═══ The records

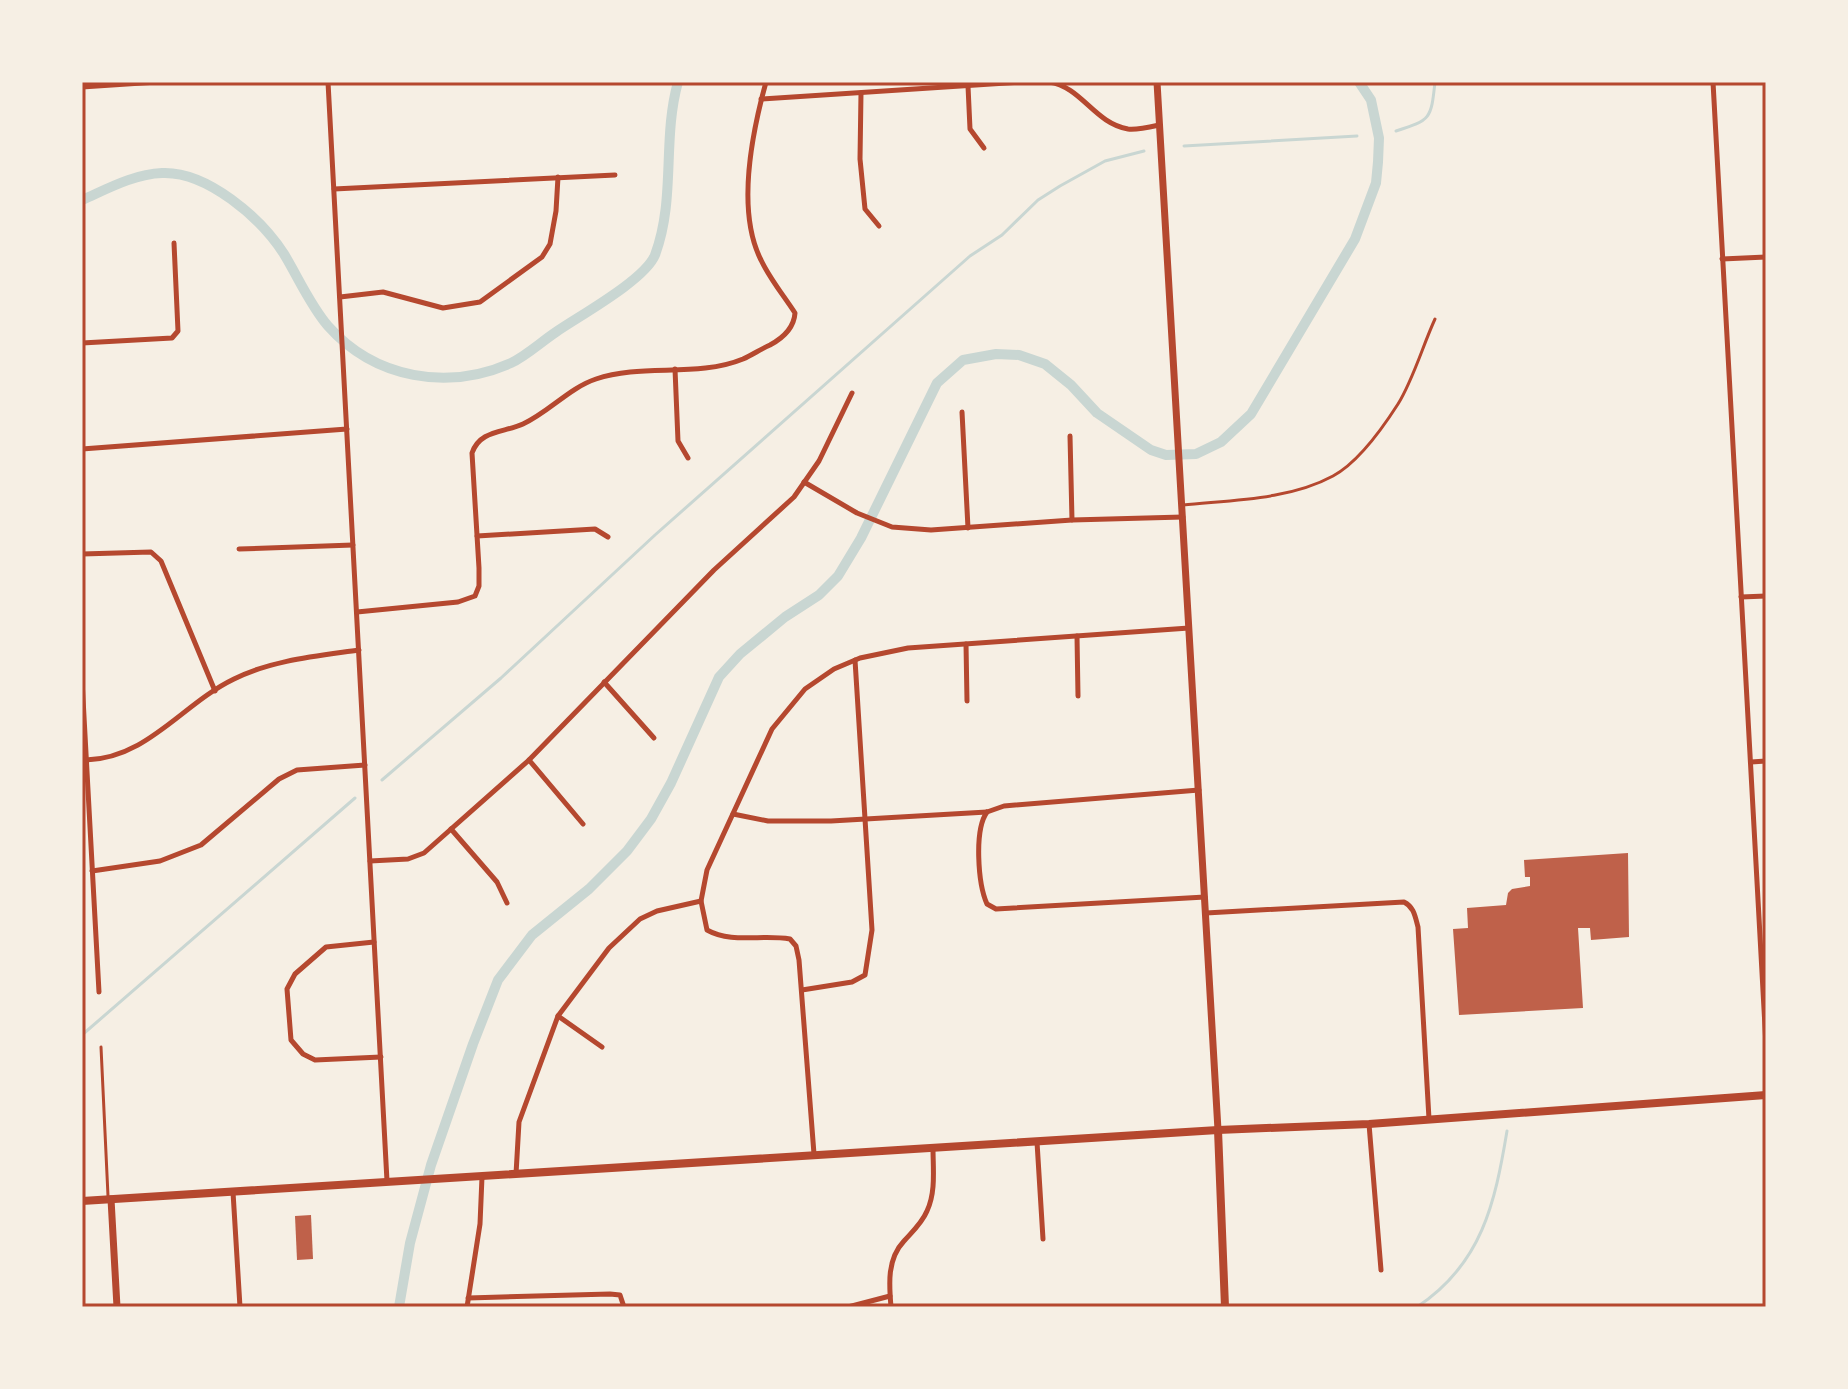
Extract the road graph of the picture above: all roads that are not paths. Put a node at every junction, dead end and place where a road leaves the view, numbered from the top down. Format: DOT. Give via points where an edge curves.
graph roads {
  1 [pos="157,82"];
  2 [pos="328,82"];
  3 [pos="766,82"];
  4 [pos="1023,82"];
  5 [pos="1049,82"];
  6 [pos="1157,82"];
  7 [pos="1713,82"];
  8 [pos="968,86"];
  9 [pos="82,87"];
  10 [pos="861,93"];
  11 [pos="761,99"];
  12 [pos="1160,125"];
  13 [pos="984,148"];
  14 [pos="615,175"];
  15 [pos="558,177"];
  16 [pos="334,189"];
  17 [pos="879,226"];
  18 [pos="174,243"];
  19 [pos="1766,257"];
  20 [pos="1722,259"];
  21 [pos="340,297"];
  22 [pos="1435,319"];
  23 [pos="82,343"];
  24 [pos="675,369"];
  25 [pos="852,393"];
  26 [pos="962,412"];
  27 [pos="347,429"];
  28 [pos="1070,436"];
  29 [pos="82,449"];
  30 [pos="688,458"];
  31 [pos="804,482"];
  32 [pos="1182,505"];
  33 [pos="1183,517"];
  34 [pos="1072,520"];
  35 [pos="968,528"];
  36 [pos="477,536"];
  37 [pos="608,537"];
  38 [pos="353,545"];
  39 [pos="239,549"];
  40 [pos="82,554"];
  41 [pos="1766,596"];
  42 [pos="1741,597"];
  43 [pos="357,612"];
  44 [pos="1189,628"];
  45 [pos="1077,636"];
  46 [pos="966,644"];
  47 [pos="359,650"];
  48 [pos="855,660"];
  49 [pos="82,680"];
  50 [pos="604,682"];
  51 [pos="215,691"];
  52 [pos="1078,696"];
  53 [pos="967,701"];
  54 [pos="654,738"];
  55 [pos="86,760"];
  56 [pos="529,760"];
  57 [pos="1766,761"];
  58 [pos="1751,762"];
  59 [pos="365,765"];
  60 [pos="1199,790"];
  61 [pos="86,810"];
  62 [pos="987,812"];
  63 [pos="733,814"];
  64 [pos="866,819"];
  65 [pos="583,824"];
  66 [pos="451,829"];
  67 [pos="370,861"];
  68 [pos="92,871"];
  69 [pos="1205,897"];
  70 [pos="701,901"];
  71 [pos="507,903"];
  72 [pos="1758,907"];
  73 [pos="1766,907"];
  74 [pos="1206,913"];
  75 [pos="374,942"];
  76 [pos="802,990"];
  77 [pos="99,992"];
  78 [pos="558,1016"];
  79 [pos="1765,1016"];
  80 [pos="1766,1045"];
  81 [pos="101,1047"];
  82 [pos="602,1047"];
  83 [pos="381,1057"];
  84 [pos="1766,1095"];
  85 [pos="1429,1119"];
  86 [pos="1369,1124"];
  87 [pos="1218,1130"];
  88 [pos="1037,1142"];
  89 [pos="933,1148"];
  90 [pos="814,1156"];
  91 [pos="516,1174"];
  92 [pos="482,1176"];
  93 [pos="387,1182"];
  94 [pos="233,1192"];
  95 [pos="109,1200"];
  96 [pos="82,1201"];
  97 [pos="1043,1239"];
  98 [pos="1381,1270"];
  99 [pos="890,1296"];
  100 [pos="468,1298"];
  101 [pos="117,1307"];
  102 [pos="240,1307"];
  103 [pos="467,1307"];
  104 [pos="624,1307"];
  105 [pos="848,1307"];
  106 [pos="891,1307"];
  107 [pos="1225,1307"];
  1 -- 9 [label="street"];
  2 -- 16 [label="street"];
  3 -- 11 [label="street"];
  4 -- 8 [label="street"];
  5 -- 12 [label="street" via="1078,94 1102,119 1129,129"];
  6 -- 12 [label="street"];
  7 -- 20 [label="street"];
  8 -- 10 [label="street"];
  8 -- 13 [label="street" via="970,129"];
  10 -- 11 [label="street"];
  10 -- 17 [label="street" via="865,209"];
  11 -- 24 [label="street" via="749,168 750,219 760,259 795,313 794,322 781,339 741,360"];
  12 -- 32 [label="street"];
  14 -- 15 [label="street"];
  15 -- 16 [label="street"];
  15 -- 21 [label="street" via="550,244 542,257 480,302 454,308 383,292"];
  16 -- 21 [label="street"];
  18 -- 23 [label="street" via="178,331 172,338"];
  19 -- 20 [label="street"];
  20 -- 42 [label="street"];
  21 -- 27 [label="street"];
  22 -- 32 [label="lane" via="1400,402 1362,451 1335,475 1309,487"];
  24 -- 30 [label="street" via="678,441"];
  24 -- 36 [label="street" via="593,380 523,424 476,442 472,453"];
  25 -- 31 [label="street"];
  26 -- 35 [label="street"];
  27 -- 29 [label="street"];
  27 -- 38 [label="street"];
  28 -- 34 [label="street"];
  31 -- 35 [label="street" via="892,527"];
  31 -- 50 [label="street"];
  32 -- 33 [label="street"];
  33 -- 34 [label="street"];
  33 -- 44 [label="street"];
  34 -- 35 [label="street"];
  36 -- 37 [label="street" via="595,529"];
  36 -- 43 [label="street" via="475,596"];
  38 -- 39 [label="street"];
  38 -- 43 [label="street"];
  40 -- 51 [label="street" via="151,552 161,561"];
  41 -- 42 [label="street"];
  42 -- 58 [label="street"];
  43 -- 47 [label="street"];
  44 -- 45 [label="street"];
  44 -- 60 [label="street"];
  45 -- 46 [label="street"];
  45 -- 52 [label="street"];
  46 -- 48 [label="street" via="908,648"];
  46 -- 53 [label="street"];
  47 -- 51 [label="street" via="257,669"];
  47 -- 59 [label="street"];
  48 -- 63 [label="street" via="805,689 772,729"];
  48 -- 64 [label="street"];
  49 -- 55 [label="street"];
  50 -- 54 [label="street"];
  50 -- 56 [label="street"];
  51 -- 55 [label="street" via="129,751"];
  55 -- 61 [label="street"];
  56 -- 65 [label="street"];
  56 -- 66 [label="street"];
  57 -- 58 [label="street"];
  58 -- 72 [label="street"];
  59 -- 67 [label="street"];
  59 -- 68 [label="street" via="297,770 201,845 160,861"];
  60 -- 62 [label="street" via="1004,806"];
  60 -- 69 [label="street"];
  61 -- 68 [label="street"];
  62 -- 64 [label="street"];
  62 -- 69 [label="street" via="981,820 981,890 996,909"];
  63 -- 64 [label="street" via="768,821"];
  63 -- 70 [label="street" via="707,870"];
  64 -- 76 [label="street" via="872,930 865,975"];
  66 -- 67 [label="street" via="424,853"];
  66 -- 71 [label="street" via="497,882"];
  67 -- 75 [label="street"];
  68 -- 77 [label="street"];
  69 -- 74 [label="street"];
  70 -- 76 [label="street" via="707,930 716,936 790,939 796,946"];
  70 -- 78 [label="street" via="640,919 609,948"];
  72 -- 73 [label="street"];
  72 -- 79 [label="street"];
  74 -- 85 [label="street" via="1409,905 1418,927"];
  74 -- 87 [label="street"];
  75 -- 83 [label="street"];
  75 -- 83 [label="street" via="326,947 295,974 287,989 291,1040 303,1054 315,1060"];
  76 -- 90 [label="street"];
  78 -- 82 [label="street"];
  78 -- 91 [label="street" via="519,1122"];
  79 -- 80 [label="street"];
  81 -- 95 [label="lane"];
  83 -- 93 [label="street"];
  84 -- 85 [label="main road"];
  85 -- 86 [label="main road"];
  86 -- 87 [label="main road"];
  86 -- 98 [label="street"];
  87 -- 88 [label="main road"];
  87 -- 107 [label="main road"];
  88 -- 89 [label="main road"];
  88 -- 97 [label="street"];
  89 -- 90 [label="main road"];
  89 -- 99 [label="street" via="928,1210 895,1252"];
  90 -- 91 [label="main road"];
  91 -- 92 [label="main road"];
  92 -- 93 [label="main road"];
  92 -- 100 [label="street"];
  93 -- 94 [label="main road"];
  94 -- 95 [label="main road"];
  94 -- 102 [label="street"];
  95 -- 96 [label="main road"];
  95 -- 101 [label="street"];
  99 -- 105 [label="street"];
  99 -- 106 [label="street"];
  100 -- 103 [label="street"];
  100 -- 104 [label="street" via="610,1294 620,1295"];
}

══════

- Prompt
Search the listing for the word "graph". Copy every line in which it occurs.

- Exercise response
Extract the road graph of the picture above: all roads that are not paths. Put a node at every junction, dead end and place where a road leaves the view, numbered from the top down. Format: DOT. Give via points where an edge curves.
graph roads {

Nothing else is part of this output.